Not only are vehicles with flood damage likely to break down in the near future, they can also pose a serious hazard. While the vehicle may look and drive normally at first, over time water damage can cause corrosion that can negatively affect both mechanical and electrical components. Being aware of the various car flood damage symptoms can help you avoid buying a flood-damaged car. Here is a simple guide to help you spot a vehicle with flood damage.
Signs of a Flood-Damaged Car
- Bad Title Report: One thing to check before buying any used car is the vehicle history. A title report will mention if there is any reported flood damage to a vehicle. CARFAX offers a free Flood Check service that tells you if a vehicle has reported flood damage. All you need to do is enter the vehicle’s VIN number and an email address to get started. You can also request a title history report through the National Motor Vehicle Title Information System. Along with providing useful information to know before purchasing a vehicle, the report will also note if a car has water or flood damage. Another simple way to check if a certain car was declared as a salvage vehicle is through VinCheck, a free service provided by the National Insurance Crime Bureau. Taking the time to check the vehicle’s history before you purchase a used car will save you from potentially buying a flood-damaged car. However, not all flooded cars have bad title reports due to title washing, so there are other signs of a flood-damaged car to keep in mind.
- Musty Smell: A flood-damaged car will more than likely smell musty or moldy. As water seeps into a vehicle, it will start to produce a stale odor that is difficult to remove. However, if it smells like powerful cleaning agents, that could also be a red flag that the seller is trying to cover something up. See what the car smells like with all the windows rolled up and the doors closed.

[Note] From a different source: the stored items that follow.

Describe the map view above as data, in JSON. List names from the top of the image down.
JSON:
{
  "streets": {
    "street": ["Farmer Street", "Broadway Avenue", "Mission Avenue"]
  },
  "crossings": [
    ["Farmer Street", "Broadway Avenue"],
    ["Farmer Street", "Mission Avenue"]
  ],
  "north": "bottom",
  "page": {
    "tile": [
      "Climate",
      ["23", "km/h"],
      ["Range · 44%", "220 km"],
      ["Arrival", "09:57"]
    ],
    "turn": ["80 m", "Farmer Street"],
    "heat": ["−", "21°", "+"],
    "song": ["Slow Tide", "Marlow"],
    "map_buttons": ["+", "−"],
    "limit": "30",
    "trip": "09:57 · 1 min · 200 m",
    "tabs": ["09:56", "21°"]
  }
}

If the musty smell gets worse when you turn on the air conditioning, there’s a possibility that the car has experienced flood or water damage.
- Damp or New Carpet: A damp carpet is never a good sign. Make sure to feel the carpet when perusing used cars and make sure nothing seems damp. Whether the seller says it was “freshly shampooed” or not, still take caution. Just like people will cover up a mildew smell with excessive air freshener, some salespeople will shampoo the carpets to trick you into thinking that you’re getting a nice, clean car. If the carpets are damp and you smell mold, those are two big warning signs that you should keep looking for a better vehicle. Sometimes water damage spots are even noticeable if you look closely. Other signs of a flood-damaged car are new carpet in an older vehicle or various carpet patches, which means the carpet had to be entirely replaced or just in a few places where damage may have occurred. Take the time to thoroughly investigate the vehicle to see if you spy any areas of wet carpet that might reveal the car was susceptible to flood damage.

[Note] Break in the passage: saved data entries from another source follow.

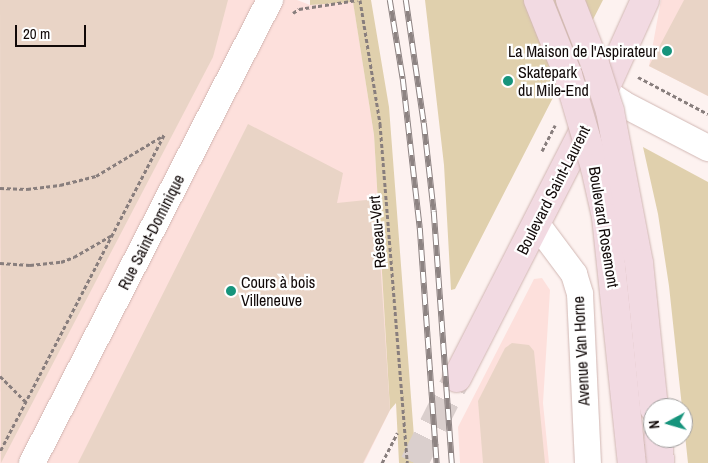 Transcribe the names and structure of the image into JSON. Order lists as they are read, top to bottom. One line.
{"streets":{"main road":["Boulevard Saint-Laurent","Boulevard Rosemont"],"street":["Rue Saint-Dominique","Avenue Van Horne"],"path":["Réseau-Vert"]},"crossings":[["Boulevard Saint-Laurent","Avenue Van Horne"]],"places":["La Maison de l'Aspirateur","Skatepark du Mile-End","Cours à bois Villeneuve"],"scale_bar":"20 m","north":"left"} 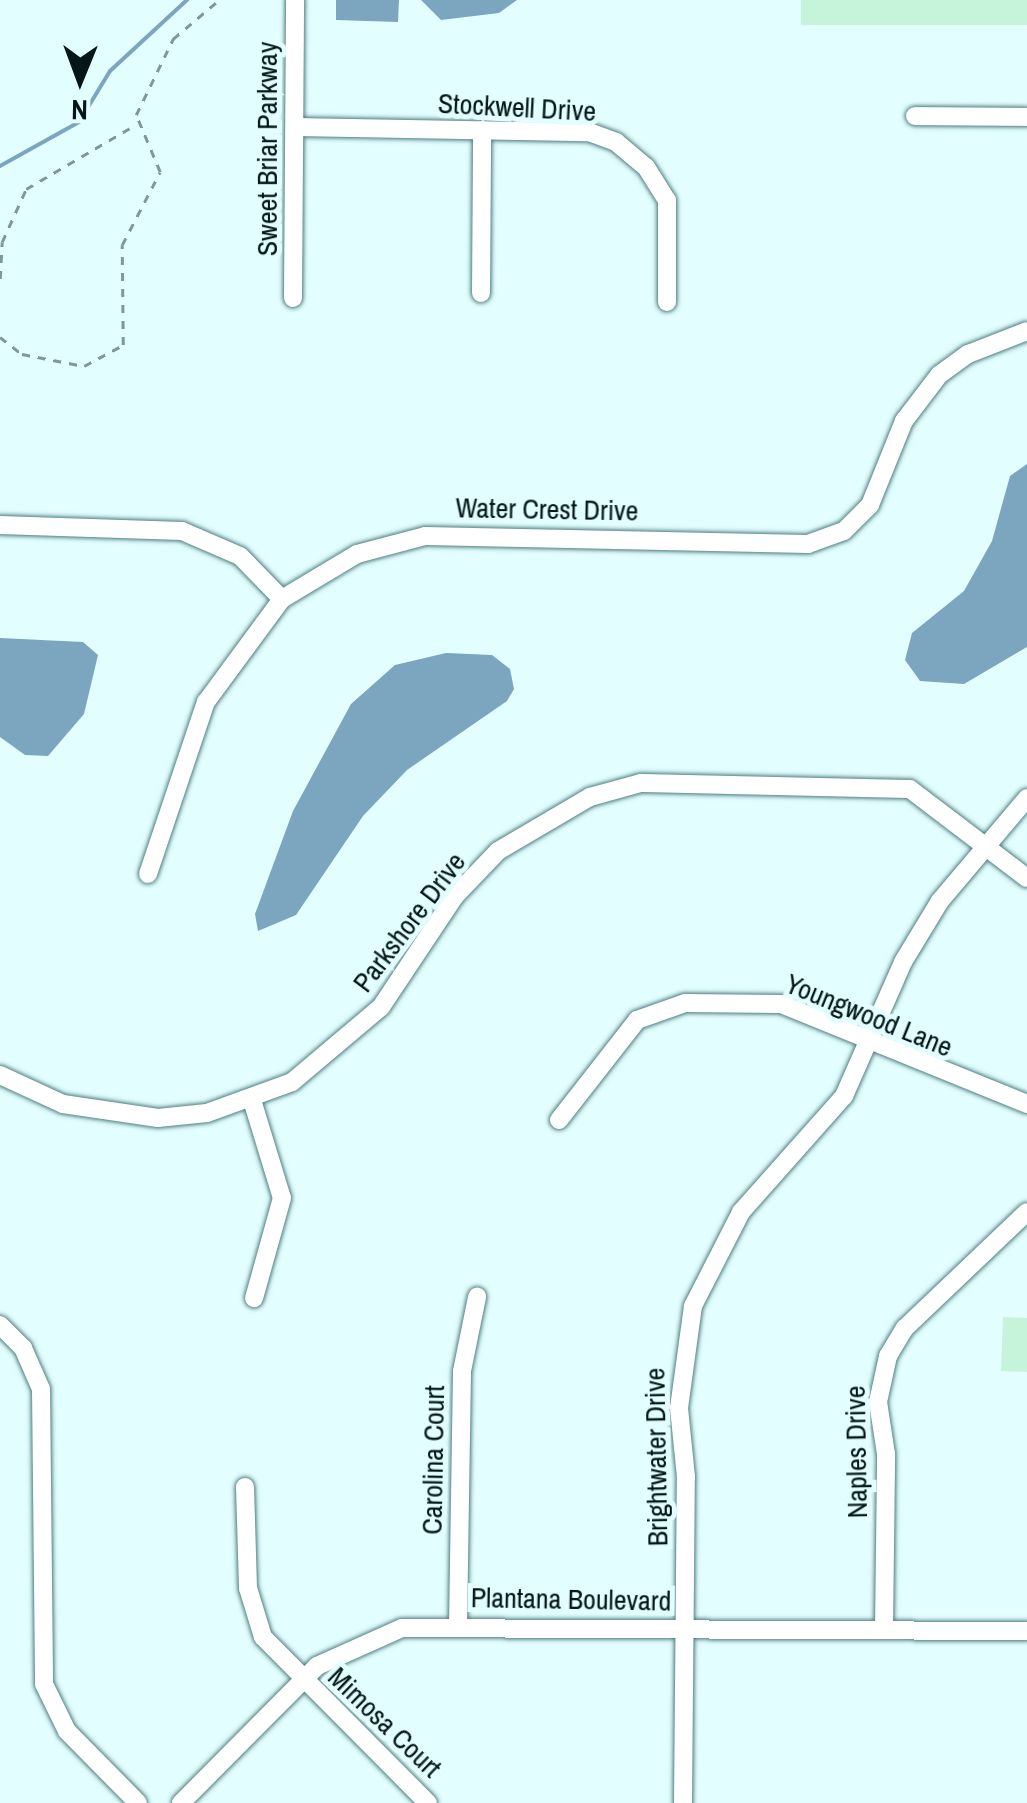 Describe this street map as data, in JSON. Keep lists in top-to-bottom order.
{
  "streets": {
    "street": [
      "Stockwell Drive",
      "Sweet Briar Parkway",
      "Water Crest Drive",
      "Parkshore Drive",
      "Youngwood Lane",
      "Naples Drive",
      "Brightwater Drive",
      "Carolina Court",
      "Plantana Boulevard",
      "Mimosa Court"
    ]
  },
  "crossings": [
    ["Stockwell Drive", "Sweet Briar Parkway"],
    ["Parkshore Drive", "Brightwater Drive"],
    ["Youngwood Lane", "Brightwater Drive"],
    ["Naples Drive", "Plantana Boulevard"],
    ["Brightwater Drive", "Plantana Boulevard"],
    ["Carolina Court", "Plantana Boulevard"],
    ["Plantana Boulevard", "Mimosa Court"]
  ],
  "north": "bottom"
}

- Underhood Issues: Car flood damage symptoms not only include a musty odor and damp carpets, but water damage also negatively affects engine components. With any potential vehicle purchase, you want to take a look under the hood to see what you’re working with. A water-damaged engine can make the transmission fluid murky and dilute the engine oil. Test driving the car is important so you can listen for any strange noises coming from under the hood. Modern-day vehicles with their complex computers contain even more electrical parts than ever before. That being said, water and electronics don’t mix very well. Flood-damaged cars can have a whole slew of both mechanical and electrical problems.

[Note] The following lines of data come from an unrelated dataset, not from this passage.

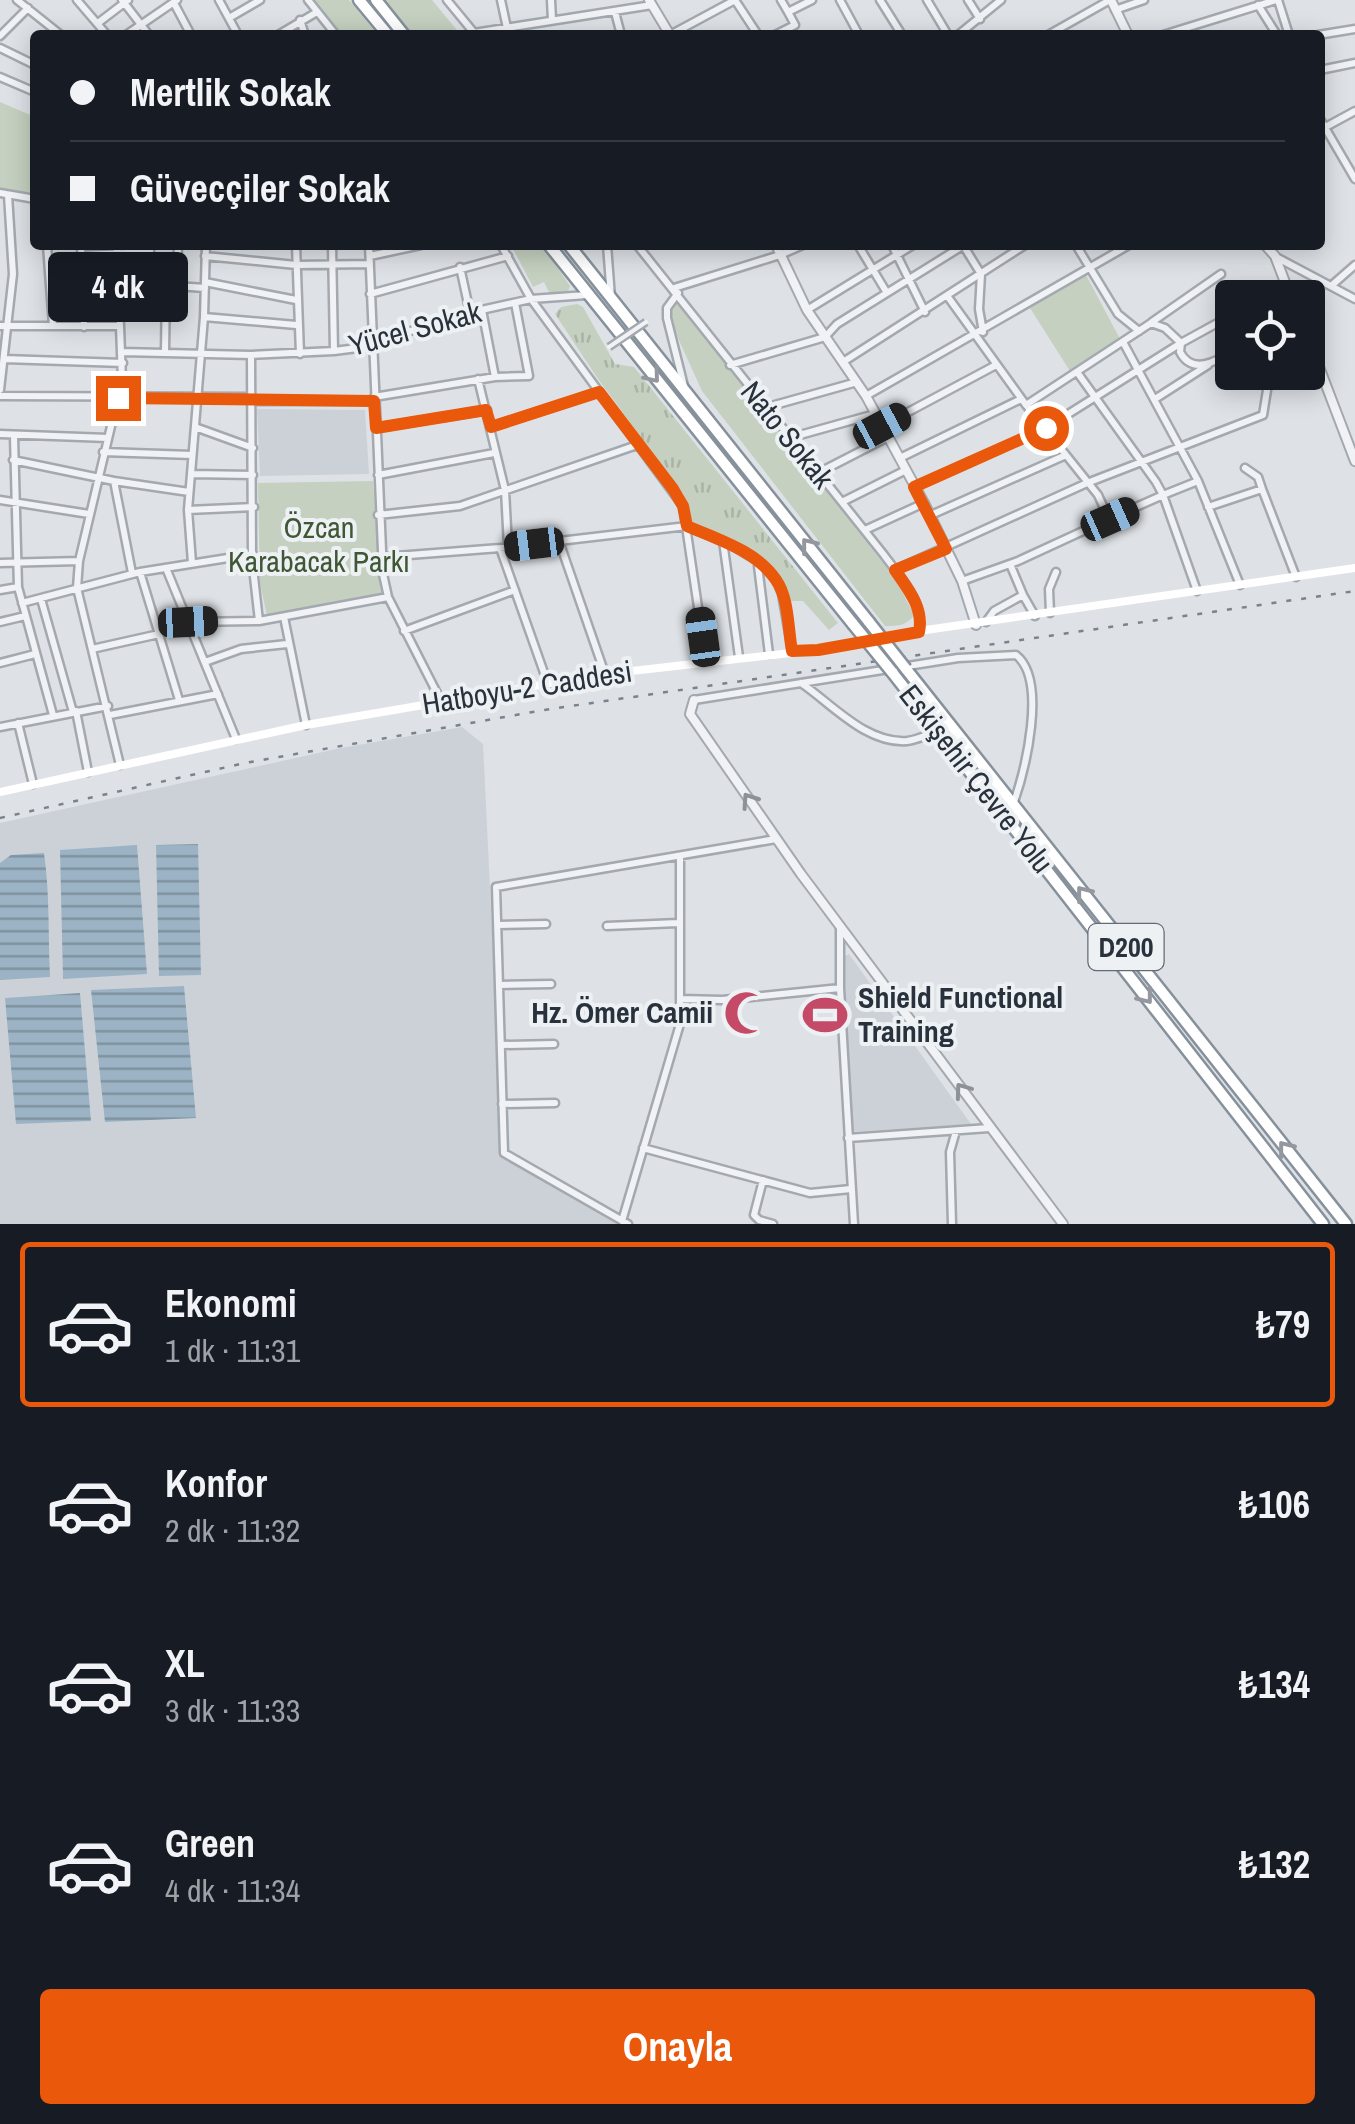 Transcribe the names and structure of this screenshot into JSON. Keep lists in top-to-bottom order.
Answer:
{
  "streets": {
    "highway": ["Eskişehir Çevre Yolu", "D200"],
    "main road": ["Hatboyu-2 Caddesi"],
    "street": ["Yücel Sokak", "Nato Sokak"]
  },
  "crossings": [
    ["Yücel Sokak", "Eskişehir Çevre Yolu"],
    ["Nato Sokak", "Hatboyu-2 Caddesi"],
    ["Eskişehir Çevre Yolu", "D200"]
  ],
  "parks": ["Özcan Karabacak Parkı"],
  "places": {
    "mosque": ["Hz. Ömer Camii"],
    "sports": ["Shield Functional Training"]
  },
  "page": {
    "banner": ["Mertlik Sokak", "Güvecçiler Sokak"],
    "bubble": "4 dk",
    "list": [
      {
        "name": "Ekonomi",
        "note": "1 dk · 11:31",
        "value": "₺79"
      },
      {
        "name": "Konfor",
        "note": "2 dk · 11:32",
        "value": "₺106"
      },
      {
        "name": "XL",
        "note": "3 dk · 11:33",
        "value": "₺134"
      },
      {
        "name": "Green",
        "note": "4 dk · 11:34",
        "value": "₺132"
      }
    ],
    "buttons": "Onayla"
  }
}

- Rust: One prominent indicator of a flood-damaged vehicle is rust and corrosion. Check underneath the seats for any rusty metal, as well as the undercarriage of the vehicle. Also make sure to inspect the door hinges, any metal hardware, and even the doors themselves. Corrosion is an issue that will continue long after the flood waters have receded, so it is an important step to take when looking for the signs of a flood-damaged car.
Those are five simple things to look for when browsing for a used vehicle to help you avoid buying a flood car. It’s a good idea to also keep an eye out for water lines in headlights where water may have been sitting. Look for silt or sand, which is usually evident in hard to reach crevices that aren’t able to be easily cleaned. By spending a little bit of time and effort looking for the signs of a flood-damaged car, you will surely save yourself the risk of buying an unreliable vehicle.